A little ago I encountered someone whose arguments highlighted how conspiracy theorists get traction, and how they disable any who object.

Let me explain. On the night of 16-17 January 1945, U-862 – under Kapitänleutnant Heinrich Timm – cruised across Hawke Bay on the east coast of New Zealand’s North Island and loitered off Napier harbour. It was the last thing anybody expected. Timm followed a coaster that left harbour and attacked it a few hours later, unsuccessfully. They then sailed south and were shortly ordered back to base.

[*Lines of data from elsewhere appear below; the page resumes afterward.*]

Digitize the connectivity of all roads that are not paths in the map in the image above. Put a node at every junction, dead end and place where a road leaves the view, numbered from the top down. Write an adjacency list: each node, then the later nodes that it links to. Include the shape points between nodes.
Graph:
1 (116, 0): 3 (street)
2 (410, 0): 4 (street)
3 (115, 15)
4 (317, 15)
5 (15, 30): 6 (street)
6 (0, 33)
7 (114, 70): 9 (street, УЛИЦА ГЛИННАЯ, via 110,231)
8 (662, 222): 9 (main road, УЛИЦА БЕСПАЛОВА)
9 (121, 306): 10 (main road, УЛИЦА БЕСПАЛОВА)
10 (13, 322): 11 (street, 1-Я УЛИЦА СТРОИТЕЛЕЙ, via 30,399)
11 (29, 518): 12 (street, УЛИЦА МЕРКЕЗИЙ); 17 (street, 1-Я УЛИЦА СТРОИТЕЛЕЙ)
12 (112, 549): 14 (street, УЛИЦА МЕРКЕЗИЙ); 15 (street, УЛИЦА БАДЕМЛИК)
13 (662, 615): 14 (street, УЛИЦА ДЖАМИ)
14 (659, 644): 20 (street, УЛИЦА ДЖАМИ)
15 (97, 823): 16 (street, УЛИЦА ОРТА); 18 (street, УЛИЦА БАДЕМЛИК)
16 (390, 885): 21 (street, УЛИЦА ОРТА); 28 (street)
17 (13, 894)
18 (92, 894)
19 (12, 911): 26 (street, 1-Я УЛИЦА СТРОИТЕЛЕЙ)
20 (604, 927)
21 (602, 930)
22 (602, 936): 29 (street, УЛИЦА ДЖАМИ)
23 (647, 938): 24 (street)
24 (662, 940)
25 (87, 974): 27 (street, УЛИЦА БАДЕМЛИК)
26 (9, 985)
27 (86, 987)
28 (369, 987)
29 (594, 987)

This is well documented across a wide range of archival sources, down to the US radio intercept that told the Allies of U-862’s departure for Australasian waters. It was not, however, publicly known in Napier until the mid-1990s, and was immediately shrouded in misconception. A tall tale spouted by Timm to Sir Rochford Hughes in 1958-59, when Timm was working with NATO – that he had sent men ashore to milk cows – was received as true. A retired local dairy-herder even insisted it had been his cows, because they’d been found dry one morning. There were even suggestions the U-boat had entered Napier’s breakwater harbour.

In fact the Germans never landed or tried to enter the shallow and confined harbour, but the U-boat certainly cruised by. I wrote about it at the time, and since – here’s my article on the Navy General Board website.

As you can see the problem was one of a story growing in the telling, wrapping the dramatic but relatively mundane reality with post-fact exaggeration and drama. However, the guy I encountered didn’t believe this drive-by encounter happened at all. What was more, his method for proving his point was to challenge others to state whether they had seen, in original, the diary kept by Oberleutnant zur see Gunter Reifenstuhl, the U-boat executive officer describing the events. Any admission of not seeing it became admission that the original didn’t exist, therefore the whole U-boat encounter was a fabrication.

When I pointed the ‘U-boat denier’ to my summary article, disentangling mythology from documented event, he informed me that I doubted the story myself. I have no idea how he came to that conclusion.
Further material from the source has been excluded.